Künstlerische Grundlage für unsere Geschichten ist der Druck-Zyklus "Projekte für einen einsamen Menschen" (Проекты для одинокого человека, Serie, 1975) von Viktor Pivovarov von der Künstlergruppe "Moskauer Romantischer Konzeptionalismus". Darin zeichnet er auf nüchtern strenge Weise ein exemplarisches Bild vom Leben eines einsamen Menschen, komplett mit Biographie, Tagesablauf, Träumen, Wohnung usw.

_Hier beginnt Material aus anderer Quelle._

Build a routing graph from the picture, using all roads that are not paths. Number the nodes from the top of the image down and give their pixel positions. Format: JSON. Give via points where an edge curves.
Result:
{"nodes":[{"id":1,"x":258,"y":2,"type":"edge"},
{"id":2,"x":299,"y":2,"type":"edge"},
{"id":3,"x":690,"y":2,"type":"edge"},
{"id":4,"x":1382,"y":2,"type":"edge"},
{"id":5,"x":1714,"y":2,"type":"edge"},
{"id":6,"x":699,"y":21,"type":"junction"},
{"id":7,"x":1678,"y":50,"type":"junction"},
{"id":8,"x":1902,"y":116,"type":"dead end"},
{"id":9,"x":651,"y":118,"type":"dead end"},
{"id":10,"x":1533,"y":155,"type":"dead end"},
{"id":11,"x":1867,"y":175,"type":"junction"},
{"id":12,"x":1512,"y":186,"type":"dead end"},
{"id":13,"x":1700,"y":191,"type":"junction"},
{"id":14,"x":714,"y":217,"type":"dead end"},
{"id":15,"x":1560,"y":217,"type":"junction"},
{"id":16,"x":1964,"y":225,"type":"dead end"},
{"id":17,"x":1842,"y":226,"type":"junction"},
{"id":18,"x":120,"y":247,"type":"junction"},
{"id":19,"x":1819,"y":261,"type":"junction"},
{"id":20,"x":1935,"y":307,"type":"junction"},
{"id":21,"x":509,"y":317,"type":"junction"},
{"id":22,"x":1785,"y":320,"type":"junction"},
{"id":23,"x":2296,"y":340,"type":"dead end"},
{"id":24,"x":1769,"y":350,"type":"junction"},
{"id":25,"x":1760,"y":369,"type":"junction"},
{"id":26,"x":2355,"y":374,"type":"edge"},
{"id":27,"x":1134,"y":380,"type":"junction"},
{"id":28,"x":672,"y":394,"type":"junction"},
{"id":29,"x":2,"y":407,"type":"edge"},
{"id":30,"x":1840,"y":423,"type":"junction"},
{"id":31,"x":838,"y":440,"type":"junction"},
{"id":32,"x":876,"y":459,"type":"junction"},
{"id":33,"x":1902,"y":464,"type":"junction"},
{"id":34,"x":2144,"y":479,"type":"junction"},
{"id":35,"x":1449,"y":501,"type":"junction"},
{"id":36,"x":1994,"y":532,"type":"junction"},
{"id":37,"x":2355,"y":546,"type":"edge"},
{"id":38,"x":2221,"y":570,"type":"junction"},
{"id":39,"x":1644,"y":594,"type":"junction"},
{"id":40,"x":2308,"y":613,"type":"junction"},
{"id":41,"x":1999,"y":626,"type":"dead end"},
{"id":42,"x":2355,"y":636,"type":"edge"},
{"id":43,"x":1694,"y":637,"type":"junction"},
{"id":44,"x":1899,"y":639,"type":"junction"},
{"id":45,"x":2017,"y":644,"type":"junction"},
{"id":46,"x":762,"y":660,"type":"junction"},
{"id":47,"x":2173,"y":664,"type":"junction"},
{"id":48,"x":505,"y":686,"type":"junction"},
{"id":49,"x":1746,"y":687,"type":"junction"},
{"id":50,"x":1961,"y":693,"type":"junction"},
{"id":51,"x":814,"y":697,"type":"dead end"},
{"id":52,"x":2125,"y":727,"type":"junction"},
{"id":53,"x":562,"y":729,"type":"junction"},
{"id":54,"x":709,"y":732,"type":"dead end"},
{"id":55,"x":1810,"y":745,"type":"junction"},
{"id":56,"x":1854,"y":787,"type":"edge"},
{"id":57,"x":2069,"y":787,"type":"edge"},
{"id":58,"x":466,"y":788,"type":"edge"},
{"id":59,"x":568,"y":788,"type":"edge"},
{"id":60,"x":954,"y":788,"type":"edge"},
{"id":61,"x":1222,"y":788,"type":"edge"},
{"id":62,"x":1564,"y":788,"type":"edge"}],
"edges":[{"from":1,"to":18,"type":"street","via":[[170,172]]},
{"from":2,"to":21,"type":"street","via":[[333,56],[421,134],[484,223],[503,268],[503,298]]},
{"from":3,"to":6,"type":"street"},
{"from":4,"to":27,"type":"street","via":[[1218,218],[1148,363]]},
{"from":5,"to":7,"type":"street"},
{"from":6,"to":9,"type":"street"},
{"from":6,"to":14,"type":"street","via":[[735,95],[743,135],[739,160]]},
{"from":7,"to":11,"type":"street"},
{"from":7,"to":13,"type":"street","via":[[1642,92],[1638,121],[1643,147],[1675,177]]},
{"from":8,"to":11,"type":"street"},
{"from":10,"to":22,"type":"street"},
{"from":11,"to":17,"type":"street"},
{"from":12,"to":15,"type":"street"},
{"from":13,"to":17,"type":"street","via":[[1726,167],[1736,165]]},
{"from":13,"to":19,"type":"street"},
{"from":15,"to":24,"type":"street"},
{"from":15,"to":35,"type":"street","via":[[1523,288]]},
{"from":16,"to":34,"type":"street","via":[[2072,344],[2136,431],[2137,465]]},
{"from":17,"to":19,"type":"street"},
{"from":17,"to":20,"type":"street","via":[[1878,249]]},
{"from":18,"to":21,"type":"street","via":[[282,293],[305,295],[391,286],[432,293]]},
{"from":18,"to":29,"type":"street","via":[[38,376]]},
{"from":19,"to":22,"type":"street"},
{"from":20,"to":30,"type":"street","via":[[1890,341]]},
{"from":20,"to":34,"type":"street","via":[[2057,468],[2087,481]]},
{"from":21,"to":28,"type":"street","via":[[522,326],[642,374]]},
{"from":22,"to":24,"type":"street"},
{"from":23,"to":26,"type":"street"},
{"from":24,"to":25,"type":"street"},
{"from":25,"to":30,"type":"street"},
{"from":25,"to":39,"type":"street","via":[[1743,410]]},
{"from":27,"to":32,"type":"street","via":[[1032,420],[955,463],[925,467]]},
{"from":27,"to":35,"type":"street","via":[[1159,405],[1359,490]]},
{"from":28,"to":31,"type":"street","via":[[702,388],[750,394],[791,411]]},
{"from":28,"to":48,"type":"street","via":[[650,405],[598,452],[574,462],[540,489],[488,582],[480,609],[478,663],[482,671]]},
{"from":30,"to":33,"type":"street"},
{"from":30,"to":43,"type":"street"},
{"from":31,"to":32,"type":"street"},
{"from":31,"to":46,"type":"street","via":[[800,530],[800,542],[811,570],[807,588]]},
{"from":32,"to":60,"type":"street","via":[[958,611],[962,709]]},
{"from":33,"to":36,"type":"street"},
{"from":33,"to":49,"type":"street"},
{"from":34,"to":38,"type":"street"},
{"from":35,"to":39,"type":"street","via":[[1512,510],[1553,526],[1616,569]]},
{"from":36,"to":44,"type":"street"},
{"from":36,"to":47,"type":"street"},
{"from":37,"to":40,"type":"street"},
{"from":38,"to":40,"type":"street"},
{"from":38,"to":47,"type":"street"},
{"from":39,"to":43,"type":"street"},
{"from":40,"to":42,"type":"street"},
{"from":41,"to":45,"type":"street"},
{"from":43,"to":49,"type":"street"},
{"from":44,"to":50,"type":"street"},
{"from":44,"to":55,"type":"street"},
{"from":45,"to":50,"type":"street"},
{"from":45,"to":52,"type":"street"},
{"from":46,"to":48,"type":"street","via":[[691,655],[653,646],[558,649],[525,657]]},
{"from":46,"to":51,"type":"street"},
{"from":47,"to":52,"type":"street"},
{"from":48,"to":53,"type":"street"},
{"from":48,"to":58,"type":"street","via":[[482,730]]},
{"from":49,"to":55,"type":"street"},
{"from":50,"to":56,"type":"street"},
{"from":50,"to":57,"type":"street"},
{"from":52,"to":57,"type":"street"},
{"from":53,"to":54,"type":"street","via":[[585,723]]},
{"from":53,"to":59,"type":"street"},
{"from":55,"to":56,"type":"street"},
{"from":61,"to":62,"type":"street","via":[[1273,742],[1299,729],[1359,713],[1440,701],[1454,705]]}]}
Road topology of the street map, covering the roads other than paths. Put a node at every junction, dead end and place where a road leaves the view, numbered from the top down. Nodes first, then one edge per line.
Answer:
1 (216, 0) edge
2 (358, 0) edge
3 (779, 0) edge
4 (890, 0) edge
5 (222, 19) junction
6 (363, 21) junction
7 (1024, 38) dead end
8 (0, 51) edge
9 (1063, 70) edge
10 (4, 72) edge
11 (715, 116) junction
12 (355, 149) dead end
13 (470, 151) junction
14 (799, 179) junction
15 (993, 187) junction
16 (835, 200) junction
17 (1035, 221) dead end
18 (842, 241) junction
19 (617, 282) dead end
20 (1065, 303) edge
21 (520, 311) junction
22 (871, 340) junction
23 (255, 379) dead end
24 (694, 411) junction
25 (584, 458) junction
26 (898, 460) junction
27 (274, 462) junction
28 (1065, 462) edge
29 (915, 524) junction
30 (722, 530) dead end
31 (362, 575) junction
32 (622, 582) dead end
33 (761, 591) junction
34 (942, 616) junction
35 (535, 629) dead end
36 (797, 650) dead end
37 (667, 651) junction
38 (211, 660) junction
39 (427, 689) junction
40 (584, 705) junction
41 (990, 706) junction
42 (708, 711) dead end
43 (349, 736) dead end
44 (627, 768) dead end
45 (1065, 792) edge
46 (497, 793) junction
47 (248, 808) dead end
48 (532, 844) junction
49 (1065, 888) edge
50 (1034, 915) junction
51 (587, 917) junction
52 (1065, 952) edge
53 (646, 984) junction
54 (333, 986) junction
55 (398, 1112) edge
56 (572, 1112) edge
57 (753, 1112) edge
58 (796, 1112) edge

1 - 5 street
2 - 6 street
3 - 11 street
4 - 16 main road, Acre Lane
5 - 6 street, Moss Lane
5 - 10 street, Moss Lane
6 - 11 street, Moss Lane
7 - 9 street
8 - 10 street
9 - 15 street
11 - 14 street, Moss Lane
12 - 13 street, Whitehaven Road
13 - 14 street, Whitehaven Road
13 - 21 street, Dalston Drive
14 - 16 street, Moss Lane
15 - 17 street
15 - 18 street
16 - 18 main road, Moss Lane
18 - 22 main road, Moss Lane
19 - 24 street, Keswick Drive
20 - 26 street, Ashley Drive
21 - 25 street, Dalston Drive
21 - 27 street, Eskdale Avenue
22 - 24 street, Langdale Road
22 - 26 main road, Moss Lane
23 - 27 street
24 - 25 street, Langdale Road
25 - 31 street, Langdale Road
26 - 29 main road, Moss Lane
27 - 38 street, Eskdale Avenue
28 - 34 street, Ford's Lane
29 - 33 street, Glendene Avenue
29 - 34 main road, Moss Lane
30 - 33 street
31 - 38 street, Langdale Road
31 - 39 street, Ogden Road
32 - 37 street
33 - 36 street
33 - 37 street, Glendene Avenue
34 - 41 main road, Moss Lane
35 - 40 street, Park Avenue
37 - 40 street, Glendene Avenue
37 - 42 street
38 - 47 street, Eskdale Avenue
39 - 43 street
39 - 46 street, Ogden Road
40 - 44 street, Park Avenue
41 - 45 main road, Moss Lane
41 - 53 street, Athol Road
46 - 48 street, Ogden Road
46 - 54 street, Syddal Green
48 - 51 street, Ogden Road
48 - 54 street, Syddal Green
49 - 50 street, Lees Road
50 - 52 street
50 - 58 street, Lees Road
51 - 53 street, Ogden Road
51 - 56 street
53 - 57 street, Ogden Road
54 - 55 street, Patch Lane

Dieses bis zur Absurdität gesteigerte Bild der Hoffnungslosigkeit nehmen wir als Ausgangspunkt für unsere szenische Arbeit und versuchen noch weiter zu gehen als Pivovarov: wir suchen nach dem Grund für diese Einsamkeit.
Dabei geht es uns nicht darum, in dieser Hoffnungslosigkeit stecken zu bleiben - in der die sowjetische Gesellschaft der 70er Jahre sich zu befinden schien - , sondern vielmehr unseren Blick in die Länder der Transformation in einer globalisierten Welt zu richten, insbesondere die ostdeutsche Nach-Wende- und die tschechische nach-revolutionäre Gesellschaft.
Wie gestaltet sich der Lebensalltag einer alten Frau, die selbst im real existierenden Sozialismus bereits alt war? Was wird aus den alltäglichen Alltagsabläufen durch ihre streng geregelte unendliche Wiederholung? Was sind ihre Lebenserinnerungen? What makes her tick? Was sind ihre Ticks?
Darin erspüren wir alltägliche Absurdität, clownesque Details, die die Grenze zwischen Tragik und Komik zerfließen lassen und zum befreienden Lachen führen.
So wird unser Stück zu einer Momentaufnahme einer vergessenen, alten Frau, die einsam und allein ist - eine, deren Identität ein Geheimnis ist, das sie mit sich ins Grab nehmen wird. Wir möchten dieses eine Bild, diesen einen Moment festhalten und die überraschende Tiefe ihrer Identität beleuchten. Wir leisten Erinnerungsarbeit um dieses verschwindende Geheimnis.